Deploying Pachyderm with a proxy simplifies the setup of Console (No more dedicated DNS and ingress needed in front of Console). In a production environment, you will need to:

  • Activate Authentication.Although, if you are an Helm user, setting up your License Key in your values.yaml will activate Authentication by default. This instruction applies to users activating auth by using pachctl.
  • Update the values in the highlighted fields below.
  • Additionally, you will need to configure your Identity Provider (oidc.upstreamIDPs).

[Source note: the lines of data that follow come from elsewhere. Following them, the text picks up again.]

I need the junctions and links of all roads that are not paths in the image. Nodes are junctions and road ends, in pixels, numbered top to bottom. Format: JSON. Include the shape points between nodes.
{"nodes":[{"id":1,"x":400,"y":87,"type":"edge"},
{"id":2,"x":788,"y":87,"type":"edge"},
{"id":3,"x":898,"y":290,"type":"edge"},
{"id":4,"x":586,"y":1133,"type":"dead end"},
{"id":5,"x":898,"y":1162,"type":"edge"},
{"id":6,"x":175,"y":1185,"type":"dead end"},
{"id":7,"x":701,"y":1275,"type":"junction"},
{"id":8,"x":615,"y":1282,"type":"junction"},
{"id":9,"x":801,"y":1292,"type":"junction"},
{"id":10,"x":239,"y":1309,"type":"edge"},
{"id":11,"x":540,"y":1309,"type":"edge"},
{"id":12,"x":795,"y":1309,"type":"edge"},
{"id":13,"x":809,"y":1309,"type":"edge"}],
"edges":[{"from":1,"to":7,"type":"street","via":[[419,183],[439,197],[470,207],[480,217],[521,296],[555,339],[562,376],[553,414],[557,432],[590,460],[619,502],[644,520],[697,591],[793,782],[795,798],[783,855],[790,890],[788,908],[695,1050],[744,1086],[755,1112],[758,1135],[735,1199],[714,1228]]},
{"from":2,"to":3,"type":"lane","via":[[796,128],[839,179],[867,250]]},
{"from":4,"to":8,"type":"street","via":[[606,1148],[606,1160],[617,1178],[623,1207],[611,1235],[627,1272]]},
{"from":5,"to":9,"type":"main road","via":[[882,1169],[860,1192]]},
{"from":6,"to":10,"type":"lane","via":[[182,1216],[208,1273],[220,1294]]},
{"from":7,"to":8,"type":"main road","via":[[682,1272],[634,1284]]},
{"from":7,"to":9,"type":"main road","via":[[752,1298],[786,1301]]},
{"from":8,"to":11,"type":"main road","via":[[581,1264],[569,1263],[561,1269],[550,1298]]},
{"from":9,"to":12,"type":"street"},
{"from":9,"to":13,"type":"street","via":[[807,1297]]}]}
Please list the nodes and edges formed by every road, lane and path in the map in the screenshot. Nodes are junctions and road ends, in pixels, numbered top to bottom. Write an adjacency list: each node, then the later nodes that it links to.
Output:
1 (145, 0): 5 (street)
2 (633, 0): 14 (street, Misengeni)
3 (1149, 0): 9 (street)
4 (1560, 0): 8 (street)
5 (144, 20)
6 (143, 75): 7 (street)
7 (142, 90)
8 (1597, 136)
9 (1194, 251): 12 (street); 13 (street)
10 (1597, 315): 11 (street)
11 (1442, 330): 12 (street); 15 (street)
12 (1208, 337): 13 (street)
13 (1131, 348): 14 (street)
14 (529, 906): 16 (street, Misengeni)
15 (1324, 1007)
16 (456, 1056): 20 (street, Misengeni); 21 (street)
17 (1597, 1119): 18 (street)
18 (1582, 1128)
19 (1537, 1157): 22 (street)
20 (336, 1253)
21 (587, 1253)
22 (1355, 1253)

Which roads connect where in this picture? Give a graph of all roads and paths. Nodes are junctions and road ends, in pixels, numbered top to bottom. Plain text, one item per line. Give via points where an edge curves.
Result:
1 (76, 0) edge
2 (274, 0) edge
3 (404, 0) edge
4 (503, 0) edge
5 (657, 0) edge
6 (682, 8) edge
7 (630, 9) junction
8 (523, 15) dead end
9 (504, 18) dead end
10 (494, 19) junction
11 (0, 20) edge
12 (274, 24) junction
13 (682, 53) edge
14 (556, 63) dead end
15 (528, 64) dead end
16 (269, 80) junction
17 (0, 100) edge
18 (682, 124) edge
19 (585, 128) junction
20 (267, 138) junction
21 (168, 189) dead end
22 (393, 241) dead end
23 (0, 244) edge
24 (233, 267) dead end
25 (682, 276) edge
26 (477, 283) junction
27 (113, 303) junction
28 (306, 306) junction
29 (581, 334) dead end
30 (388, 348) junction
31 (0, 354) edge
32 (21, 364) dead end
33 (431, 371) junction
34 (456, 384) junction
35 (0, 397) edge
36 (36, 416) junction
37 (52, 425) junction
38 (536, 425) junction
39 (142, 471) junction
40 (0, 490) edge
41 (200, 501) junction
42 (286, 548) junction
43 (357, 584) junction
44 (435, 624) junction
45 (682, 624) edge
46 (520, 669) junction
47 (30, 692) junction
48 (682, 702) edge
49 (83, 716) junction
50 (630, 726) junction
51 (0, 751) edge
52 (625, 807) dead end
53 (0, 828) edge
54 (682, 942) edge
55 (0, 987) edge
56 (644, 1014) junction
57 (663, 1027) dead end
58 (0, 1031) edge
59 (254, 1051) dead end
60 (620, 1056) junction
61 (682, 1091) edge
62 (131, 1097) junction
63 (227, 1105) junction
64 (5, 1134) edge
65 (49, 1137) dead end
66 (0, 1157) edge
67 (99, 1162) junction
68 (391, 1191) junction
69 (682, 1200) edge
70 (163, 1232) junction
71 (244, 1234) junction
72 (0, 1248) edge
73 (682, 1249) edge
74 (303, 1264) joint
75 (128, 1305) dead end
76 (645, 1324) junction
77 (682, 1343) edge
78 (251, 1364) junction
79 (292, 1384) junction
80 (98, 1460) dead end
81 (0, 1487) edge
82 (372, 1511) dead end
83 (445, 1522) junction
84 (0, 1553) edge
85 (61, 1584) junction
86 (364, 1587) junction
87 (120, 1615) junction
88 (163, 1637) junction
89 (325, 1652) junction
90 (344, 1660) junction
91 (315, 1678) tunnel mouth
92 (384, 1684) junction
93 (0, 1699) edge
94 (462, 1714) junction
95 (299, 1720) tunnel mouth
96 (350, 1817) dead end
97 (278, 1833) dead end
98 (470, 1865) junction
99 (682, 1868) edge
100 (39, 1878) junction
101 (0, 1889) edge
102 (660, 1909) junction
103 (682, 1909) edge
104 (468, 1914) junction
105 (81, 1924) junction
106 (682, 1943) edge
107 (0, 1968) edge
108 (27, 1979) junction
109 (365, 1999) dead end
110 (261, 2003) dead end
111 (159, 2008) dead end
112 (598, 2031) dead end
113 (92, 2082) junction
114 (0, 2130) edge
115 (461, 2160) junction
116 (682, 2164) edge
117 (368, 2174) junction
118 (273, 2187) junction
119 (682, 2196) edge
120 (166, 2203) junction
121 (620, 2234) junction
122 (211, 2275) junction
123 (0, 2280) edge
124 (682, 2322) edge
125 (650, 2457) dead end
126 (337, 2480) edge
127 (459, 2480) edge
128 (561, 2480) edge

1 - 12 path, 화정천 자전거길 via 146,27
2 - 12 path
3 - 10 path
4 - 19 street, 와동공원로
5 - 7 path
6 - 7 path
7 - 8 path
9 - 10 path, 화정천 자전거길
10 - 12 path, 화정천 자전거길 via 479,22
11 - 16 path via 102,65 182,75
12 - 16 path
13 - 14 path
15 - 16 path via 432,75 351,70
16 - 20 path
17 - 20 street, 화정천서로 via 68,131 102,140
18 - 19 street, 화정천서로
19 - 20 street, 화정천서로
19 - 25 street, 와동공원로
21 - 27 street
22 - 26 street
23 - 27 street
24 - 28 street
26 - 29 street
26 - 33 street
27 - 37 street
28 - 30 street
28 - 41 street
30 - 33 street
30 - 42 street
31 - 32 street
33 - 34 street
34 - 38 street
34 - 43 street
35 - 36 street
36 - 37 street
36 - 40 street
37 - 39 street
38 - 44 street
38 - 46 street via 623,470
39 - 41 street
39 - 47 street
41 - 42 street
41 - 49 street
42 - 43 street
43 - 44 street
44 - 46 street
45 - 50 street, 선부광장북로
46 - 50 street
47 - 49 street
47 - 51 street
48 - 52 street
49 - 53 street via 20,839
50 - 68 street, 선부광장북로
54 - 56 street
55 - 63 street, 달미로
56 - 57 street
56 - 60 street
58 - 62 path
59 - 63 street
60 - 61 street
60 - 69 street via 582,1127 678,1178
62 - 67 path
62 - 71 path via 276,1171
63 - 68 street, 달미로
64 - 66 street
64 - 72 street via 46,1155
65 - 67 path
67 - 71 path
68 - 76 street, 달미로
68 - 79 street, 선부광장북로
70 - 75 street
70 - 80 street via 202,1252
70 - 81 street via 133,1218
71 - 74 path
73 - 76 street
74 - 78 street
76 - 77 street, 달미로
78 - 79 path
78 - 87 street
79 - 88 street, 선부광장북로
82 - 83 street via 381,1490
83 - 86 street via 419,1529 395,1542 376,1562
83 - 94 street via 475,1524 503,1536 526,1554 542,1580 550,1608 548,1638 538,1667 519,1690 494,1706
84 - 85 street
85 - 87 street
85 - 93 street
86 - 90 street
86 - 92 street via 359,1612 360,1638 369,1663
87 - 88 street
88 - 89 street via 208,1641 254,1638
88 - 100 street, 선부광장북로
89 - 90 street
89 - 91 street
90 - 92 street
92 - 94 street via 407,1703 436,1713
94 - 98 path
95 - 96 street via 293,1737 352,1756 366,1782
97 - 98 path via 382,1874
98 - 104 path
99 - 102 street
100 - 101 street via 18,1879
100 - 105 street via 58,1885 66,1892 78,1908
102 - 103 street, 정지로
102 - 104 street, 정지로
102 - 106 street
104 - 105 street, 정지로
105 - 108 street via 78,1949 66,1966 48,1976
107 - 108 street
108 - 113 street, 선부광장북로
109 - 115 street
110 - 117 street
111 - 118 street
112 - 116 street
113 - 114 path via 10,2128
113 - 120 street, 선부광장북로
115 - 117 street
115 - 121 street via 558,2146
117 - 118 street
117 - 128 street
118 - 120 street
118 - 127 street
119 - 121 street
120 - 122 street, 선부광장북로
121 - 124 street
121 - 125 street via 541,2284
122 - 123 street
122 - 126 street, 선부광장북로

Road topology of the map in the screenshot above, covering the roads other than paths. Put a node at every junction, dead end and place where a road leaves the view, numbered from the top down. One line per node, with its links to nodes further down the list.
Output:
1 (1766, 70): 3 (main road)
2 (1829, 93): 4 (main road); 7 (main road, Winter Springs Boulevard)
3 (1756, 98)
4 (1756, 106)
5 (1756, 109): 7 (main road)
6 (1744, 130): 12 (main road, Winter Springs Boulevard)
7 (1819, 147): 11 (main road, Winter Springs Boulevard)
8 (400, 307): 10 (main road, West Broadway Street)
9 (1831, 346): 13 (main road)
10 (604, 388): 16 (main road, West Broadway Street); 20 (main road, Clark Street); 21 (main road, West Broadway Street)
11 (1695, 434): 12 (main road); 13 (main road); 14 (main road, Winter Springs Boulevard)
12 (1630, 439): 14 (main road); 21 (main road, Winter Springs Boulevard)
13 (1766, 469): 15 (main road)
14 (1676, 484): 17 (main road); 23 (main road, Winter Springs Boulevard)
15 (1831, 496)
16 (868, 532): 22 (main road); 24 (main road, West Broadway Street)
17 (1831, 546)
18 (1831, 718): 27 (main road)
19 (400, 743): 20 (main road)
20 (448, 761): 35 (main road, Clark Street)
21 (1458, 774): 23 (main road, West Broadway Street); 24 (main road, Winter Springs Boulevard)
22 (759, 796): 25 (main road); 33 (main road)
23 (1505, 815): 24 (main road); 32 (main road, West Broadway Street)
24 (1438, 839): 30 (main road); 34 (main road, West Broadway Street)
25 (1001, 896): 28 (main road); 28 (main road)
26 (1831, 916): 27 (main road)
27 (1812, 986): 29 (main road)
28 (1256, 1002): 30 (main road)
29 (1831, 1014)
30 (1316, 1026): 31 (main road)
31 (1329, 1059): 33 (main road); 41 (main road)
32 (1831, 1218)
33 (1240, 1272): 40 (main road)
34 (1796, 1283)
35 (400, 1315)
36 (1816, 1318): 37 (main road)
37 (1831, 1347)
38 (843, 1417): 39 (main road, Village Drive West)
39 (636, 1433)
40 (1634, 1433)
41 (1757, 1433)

See examples for the oidc.upstreamIDPs value in the helm chart values specification and read our IDP Configuration page for a better understanding of each field.
deployTarget: "<pick-your-cloud-provider>"

# enable the proxy
proxy:
  enabled: true
  service:
    type: LoadBalancer
    annotations: {...}

ingress:
  host: <insert-external-ip-address-or-dns-name>

pachd:
  storage:
    amazon:
      bucket: "<bucket-name>"
      ...
      region: "<us-east-2>"
  # pachyderm enterprise key
  enterpriseLicenseKey: "<your-enterprise-token>"

oidc:
  # populate the pachd.upstreamIDPs with an array of Dex Connector configurations.
  upstreamIDPs: []

To connect your pachctl client to your cluster

The grpc address provided when pointing your pachctl CLI at your cluster changes now that a proxy allows a single entry point. Run the following commands:

  1. Retrieve the external IP address of your TCP load balancer (or use your domain name):
    kubectl get services | grep pachyderm-proxy | awk '{print $4}'
    
  2. Update the context of your cluster using the external IP address/domain name captured above:

    echo '{"pachd_address": "grpc://<external-IP-address-or-domain-name>:80"}' | pachctl config set context "<your-cluster-context-name>" --overwrite
    
    pachctl config set active-context "<your-cluster-context-name>"
    

  3. Check that your are using the right context:

    pachctl config get active-context
    

Your cluster context name should show up. Your pachctl client now points to your cluster.

If you have deployed Console

Point your browser to http://<external-IP-address-or-domain-name>. No port number is needed. You will be prompted to log in to your Console.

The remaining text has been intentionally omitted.